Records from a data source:
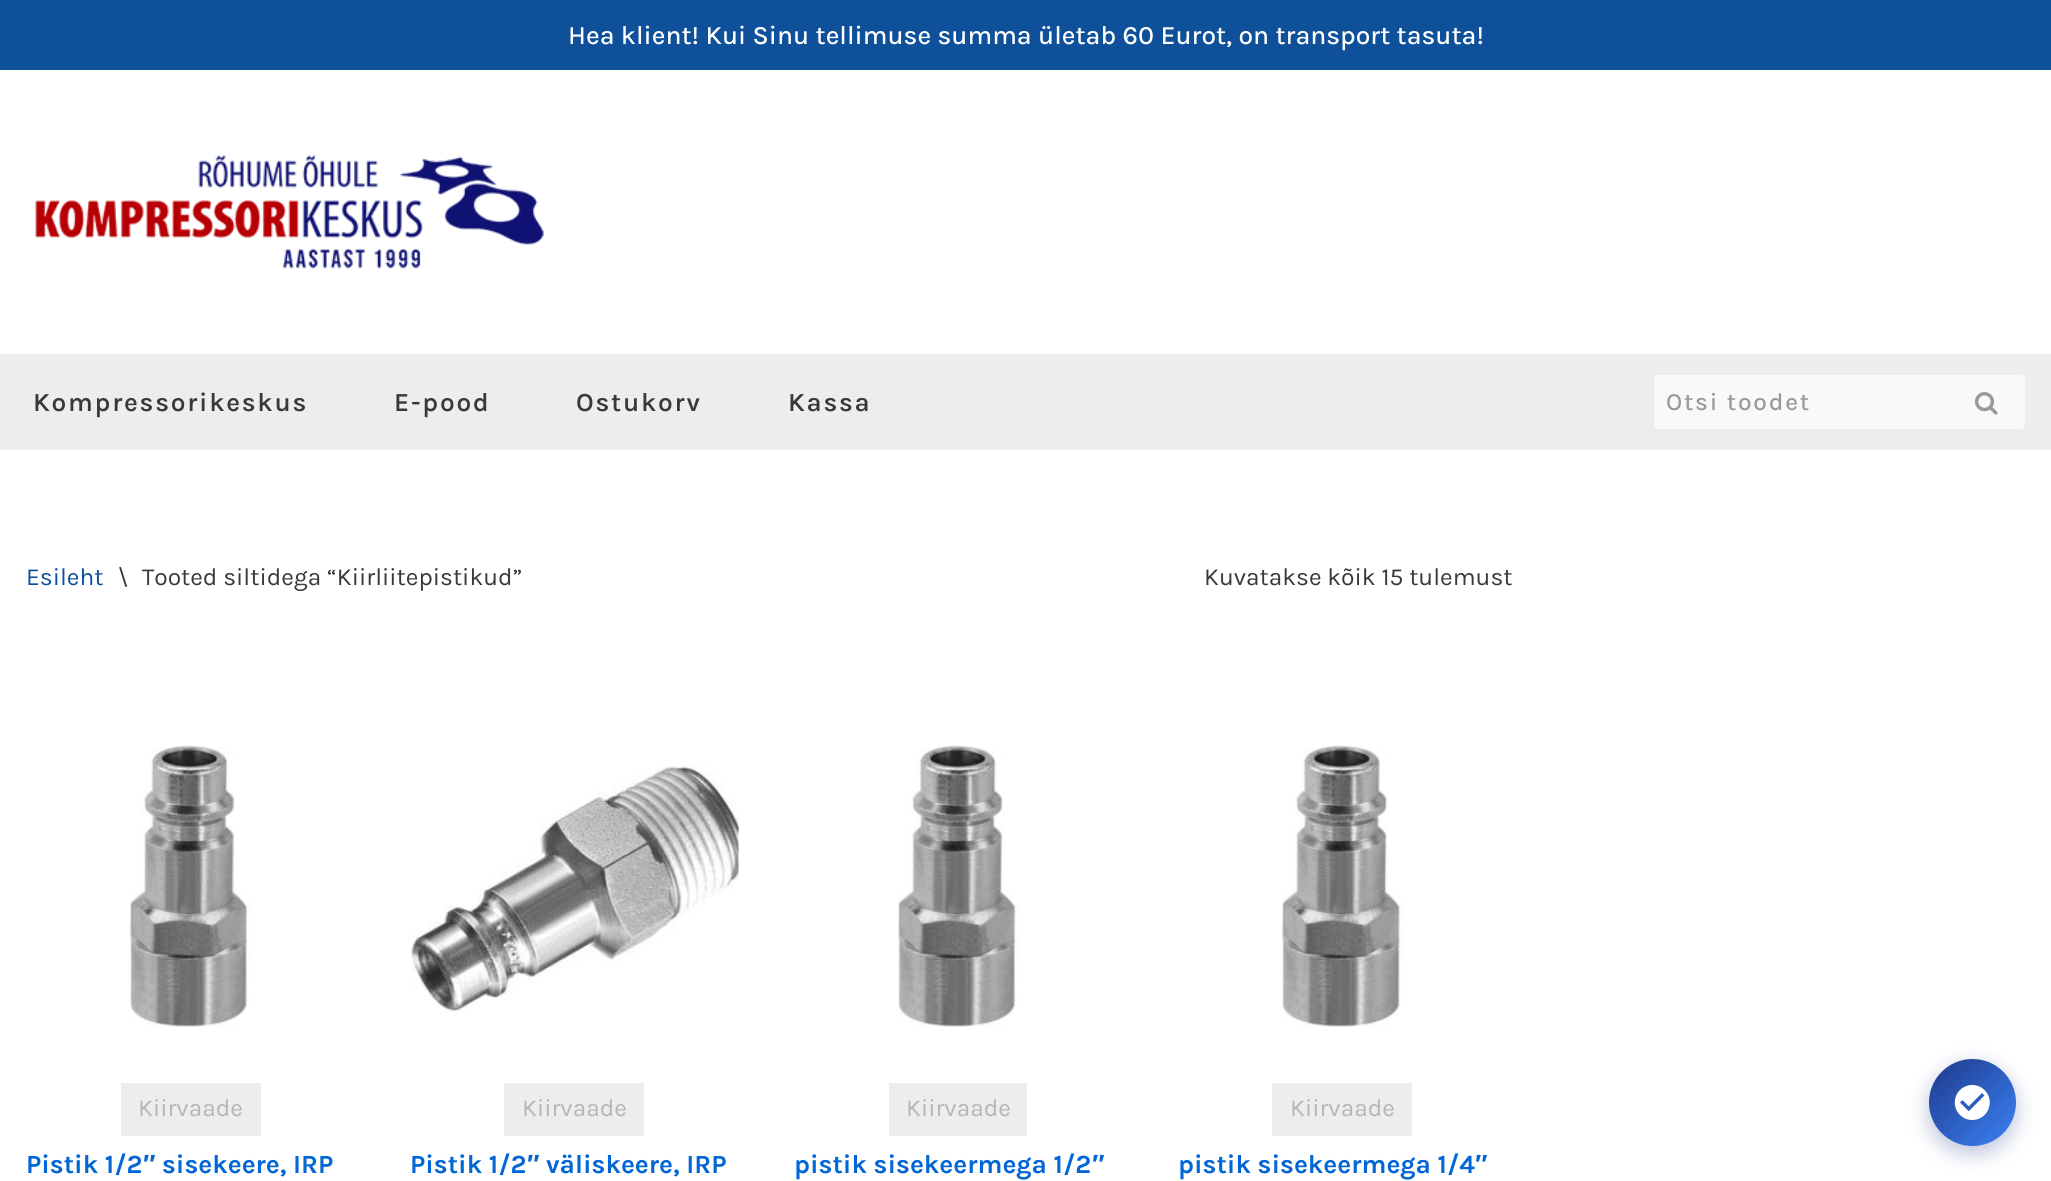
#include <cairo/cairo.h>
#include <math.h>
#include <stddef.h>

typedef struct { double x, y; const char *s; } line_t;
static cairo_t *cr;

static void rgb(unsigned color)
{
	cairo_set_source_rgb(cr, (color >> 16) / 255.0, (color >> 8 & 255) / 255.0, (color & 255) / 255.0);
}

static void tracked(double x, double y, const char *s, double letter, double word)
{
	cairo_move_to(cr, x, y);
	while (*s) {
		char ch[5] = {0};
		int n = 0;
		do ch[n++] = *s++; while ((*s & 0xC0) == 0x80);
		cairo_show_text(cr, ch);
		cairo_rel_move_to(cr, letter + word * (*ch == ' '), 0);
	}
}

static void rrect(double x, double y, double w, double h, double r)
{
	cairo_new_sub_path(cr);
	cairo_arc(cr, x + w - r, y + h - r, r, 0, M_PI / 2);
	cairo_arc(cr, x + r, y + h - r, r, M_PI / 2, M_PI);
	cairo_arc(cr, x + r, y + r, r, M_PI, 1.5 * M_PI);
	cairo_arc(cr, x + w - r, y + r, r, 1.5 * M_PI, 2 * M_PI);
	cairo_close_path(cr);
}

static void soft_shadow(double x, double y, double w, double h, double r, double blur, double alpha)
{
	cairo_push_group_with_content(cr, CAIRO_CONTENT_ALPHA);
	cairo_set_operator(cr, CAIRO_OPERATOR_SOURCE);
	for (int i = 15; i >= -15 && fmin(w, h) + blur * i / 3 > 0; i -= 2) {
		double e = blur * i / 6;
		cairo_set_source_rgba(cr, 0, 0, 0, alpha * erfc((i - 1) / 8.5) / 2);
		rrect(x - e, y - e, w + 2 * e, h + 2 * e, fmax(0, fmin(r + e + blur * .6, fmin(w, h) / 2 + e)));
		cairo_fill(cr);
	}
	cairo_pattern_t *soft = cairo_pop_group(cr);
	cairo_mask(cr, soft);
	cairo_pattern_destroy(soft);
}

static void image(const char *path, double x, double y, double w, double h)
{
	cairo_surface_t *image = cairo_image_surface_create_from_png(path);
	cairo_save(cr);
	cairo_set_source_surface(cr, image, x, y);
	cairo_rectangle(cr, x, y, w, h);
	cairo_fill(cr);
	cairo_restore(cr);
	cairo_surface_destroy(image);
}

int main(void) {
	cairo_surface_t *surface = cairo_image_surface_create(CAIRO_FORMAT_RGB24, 2051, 1181);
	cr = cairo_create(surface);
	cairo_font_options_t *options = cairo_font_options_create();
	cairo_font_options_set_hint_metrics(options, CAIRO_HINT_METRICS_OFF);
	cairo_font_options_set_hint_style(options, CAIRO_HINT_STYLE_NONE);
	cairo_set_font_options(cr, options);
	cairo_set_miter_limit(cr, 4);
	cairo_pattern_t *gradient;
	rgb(0xffffff);
	cairo_paint(cr);
	rgb(0x0e509a);
	cairo_rectangle(cr, 0, 0, 2051, 70);
	cairo_fill(cr);
	image("img/1.png", 35, 155, 509, 114);
	rgb(0xededed);
	cairo_rectangle(cr, 0, 354, 2051, 96);
	cairo_fill(cr);
	rgb(0xf9f9f9);
	cairo_new_path(cr);
	cairo_move_to(cr, 1658, 375);
	cairo_line_to(cr, 1946, 375);
	cairo_line_to(cr, 1946, 429);
	cairo_line_to(cr, 1658, 429);
	cairo_curve_to(cr, 1656, 429, 1654, 427, 1654, 425);
	cairo_line_to(cr, 1654, 379);
	cairo_curve_to(cr, 1654, 377, 1656, 375, 1658, 375);
	cairo_close_path(cr);
	cairo_fill(cr);
	cairo_new_path(cr);
	cairo_move_to(cr, 1946, 375);
	cairo_line_to(cr, 2021, 375);
	cairo_curve_to(cr, 2023, 375, 2025, 377, 2025, 379);
	cairo_line_to(cr, 2025, 425);
	cairo_curve_to(cr, 2025, 427, 2023, 429, 2021, 429);
	cairo_line_to(cr, 1946, 429);
	cairo_close_path(cr);
	cairo_fill(cr);
	image("img/2.png", 1974, 392, 24, 23);
	image("img/3.png", 129, 745, 123, 282);
	rgb(0xededed);
	cairo_rectangle(cr, 121, 1083, 140, 53);
	cairo_fill(cr);
	image("img/4.png", 411, 765, 328, 248);
	cairo_rectangle(cr, 504, 1083, 140, 53);
	cairo_fill(cr);
	image("img/5.png", 898, 745, 122, 282);
	cairo_rectangle(cr, 889, 1083, 138, 53);
	cairo_fill(cr);
	image("img/6.png", 1281, 745, 124, 282);
	cairo_rectangle(cr, 1272, 1083, 140, 53);
	cairo_fill(cr);
	rgb(0x1e3a8a);
	soft_shadow(1929, 1066, 87, 87, 43.5, 10.5, 0.3);
	gradient = cairo_pattern_create_linear(1929, 1059, 2016, 1146);
	cairo_pattern_add_color_stop_rgba(gradient, 0, 0.118, 0.227, 0.541, 1);
	cairo_pattern_add_color_stop_rgba(gradient, 1, 0.231, 0.51, 0.965, 1);
	cairo_set_source(cr, gradient);
	cairo_pattern_destroy(gradient);
	cairo_arc(cr, 1972.5, 1102.5, 43.5, 0, 2 * M_PI);
	cairo_fill(cr);
	image("img/7.png", 1954, 1085, 36, 35);
	cairo_select_font_face(cr, "Karla Medium", CAIRO_FONT_SLANT_NORMAL, CAIRO_FONT_WEIGHT_NORMAL);
	cairo_set_font_size(cr, 26.25);
	rgb(0xffffff);
	cairo_move_to(cr, 568, 44);
	cairo_show_text(cr, "Hea klient! Kui Sinu tellimuse summa ületab 60 Eurot, on transport tasuta!");
	cairo_select_font_face(cr, "Karla SemiBold", CAIRO_FONT_SLANT_NORMAL, CAIRO_FONT_WEIGHT_NORMAL);
	rgb(0x393939);
	{
		static const line_t items[] = {
			{33, 411, "Kompressorikeskus"},
			{394, 411, "E-pood"},
			{576, 411, "Ostukorv"},
			{788, 411, "Kassa"},
		};
		for (size_t i = 0; i < sizeof items / sizeof *items; i++) {
			tracked(items[i].x, items[i].y, items[i].s, 1.75, 0);
		}
	}
	cairo_select_font_face(cr, "Karla Medium", CAIRO_FONT_SLANT_NORMAL, CAIRO_FONT_WEIGHT_NORMAL);
	cairo_set_font_size(cr, 24.5);
	rgb(0x999999);
	tracked(1666, 410, "Otsi toodet", 1.75, 0);
	cairo_select_font_face(cr, "Karla", CAIRO_FONT_SLANT_NORMAL, CAIRO_FONT_WEIGHT_NORMAL);
	rgb(0x0e509a);
	cairo_move_to(cr, 26, 585);
	cairo_show_text(cr, "Esileht");
	rgb(0x393939);
	{
		static const line_t items[] = {
			{118, 585, "\\"},
			{142, 585, "Tooted siltidega “Kiirliitepistikud”"},
			{1204, 585, "Kuvatakse kõik 15 tulemust"},
		};
		for (size_t i = 0; i < sizeof items / sizeof *items; i++) {
			cairo_move_to(cr, items[i].x, items[i].y);
			cairo_show_text(cr, items[i].s);
		}
	}
	rgb(0xb5b5b5);
	cairo_move_to(cr, 138, 1116);
	cairo_show_text(cr, "Kiirvaade");
	cairo_select_font_face(cr, "Karla", CAIRO_FONT_SLANT_NORMAL, CAIRO_FONT_WEIGHT_BOLD);
	cairo_set_font_size(cr, 26.25);
	rgb(0x0366d6);
	cairo_move_to(cr, 26, 1173);
	cairo_show_text(cr, "Pistik 1/2");
	cairo_select_font_face(cr, "Liberation Sans", CAIRO_FONT_SLANT_NORMAL, CAIRO_FONT_WEIGHT_BOLD);
	cairo_move_to(cr, 143, 1173);
	cairo_show_text(cr, "″");
	cairo_select_font_face(cr, "Karla", CAIRO_FONT_SLANT_NORMAL, CAIRO_FONT_WEIGHT_BOLD);
	cairo_move_to(cr, 162, 1173);
	cairo_show_text(cr, "sisekeere, IRP");
	cairo_select_font_face(cr, "Karla", CAIRO_FONT_SLANT_NORMAL, CAIRO_FONT_WEIGHT_NORMAL);
	cairo_set_font_size(cr, 24.5);
	rgb(0xb5b5b5);
	cairo_move_to(cr, 522, 1116);
	cairo_show_text(cr, "Kiirvaade");
	cairo_select_font_face(cr, "Karla", CAIRO_FONT_SLANT_NORMAL, CAIRO_FONT_WEIGHT_BOLD);
	cairo_set_font_size(cr, 26.25);
	rgb(0x0366d6);
	cairo_move_to(cr, 410, 1173);
	cairo_show_text(cr, "Pistik 1/2");
	cairo_select_font_face(cr, "Liberation Sans", CAIRO_FONT_SLANT_NORMAL, CAIRO_FONT_WEIGHT_BOLD);
	cairo_move_to(cr, 527, 1173);
	cairo_show_text(cr, "″");
	cairo_select_font_face(cr, "Karla", CAIRO_FONT_SLANT_NORMAL, CAIRO_FONT_WEIGHT_BOLD);
	cairo_move_to(cr, 546, 1173);
	cairo_show_text(cr, "väliskeere, IRP");
	cairo_select_font_face(cr, "Karla", CAIRO_FONT_SLANT_NORMAL, CAIRO_FONT_WEIGHT_NORMAL);
	cairo_set_font_size(cr, 24.5);
	rgb(0xb5b5b5);
	cairo_move_to(cr, 906, 1116);
	cairo_show_text(cr, "Kiirvaade");
	cairo_select_font_face(cr, "Karla", CAIRO_FONT_SLANT_NORMAL, CAIRO_FONT_WEIGHT_BOLD);
	cairo_set_font_size(cr, 26.25);
	rgb(0x0366d6);
	cairo_move_to(cr, 794, 1173);
	cairo_show_text(cr, "pistik sisekeermega 1/2");
	cairo_select_font_face(cr, "Liberation Sans", CAIRO_FONT_SLANT_NORMAL, CAIRO_FONT_WEIGHT_BOLD);
	cairo_move_to(cr, 1092, 1173);
	cairo_show_text(cr, "″");
	cairo_select_font_face(cr, "Karla", CAIRO_FONT_SLANT_NORMAL, CAIRO_FONT_WEIGHT_NORMAL);
	cairo_set_font_size(cr, 24.5);
	rgb(0xb5b5b5);
	cairo_move_to(cr, 1290, 1116);
	cairo_show_text(cr, "Kiirvaade");
	cairo_select_font_face(cr, "Karla", CAIRO_FONT_SLANT_NORMAL, CAIRO_FONT_WEIGHT_BOLD);
	cairo_set_font_size(cr, 26.25);
	rgb(0x0366d6);
	cairo_move_to(cr, 1178, 1173);
	cairo_show_text(cr, "pistik sisekeermega 1/4");
	cairo_select_font_face(cr, "Liberation Sans", CAIRO_FONT_SLANT_NORMAL, CAIRO_FONT_WEIGHT_BOLD);
	cairo_move_to(cr, 1475, 1173);
	cairo_show_text(cr, "″");
	cairo_surface_write_to_png(surface, "page.png");
	cairo_font_options_destroy(options);
	cairo_destroy(cr);
	cairo_surface_destroy(surface);
	return 0;
}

**Goal of the exercise**
Return, unchanged, the run of lines above that opens with the line containing "cairo_pattern_t *soft = cairo_pop_group(cr);" and closes with the line containing "cairo_pattern_t *gradient;". Include both.

**Task output**
	cairo_pattern_t *soft = cairo_pop_group(cr);
	cairo_mask(cr, soft);
	cairo_pattern_destroy(soft);
}

static void image(const char *path, double x, double y, double w, double h)
{
	cairo_surface_t *image = cairo_image_surface_create_from_png(path);
	cairo_save(cr);
	cairo_set_source_surface(cr, image, x, y);
	cairo_rectangle(cr, x, y, w, h);
	cairo_fill(cr);
	cairo_restore(cr);
	cairo_surface_destroy(image);
}

int main(void) {
	cairo_surface_t *surface = cairo_image_surface_create(CAIRO_FORMAT_RGB24, 2051, 1181);
	cr = cairo_create(surface);
	cairo_font_options_t *options = cairo_font_options_create();
	cairo_font_options_set_hint_metrics(options, CAIRO_HINT_METRICS_OFF);
	cairo_font_options_set_hint_style(options, CAIRO_HINT_STYLE_NONE);
	cairo_set_font_options(cr, options);
	cairo_set_miter_limit(cr, 4);
	cairo_pattern_t *gradient;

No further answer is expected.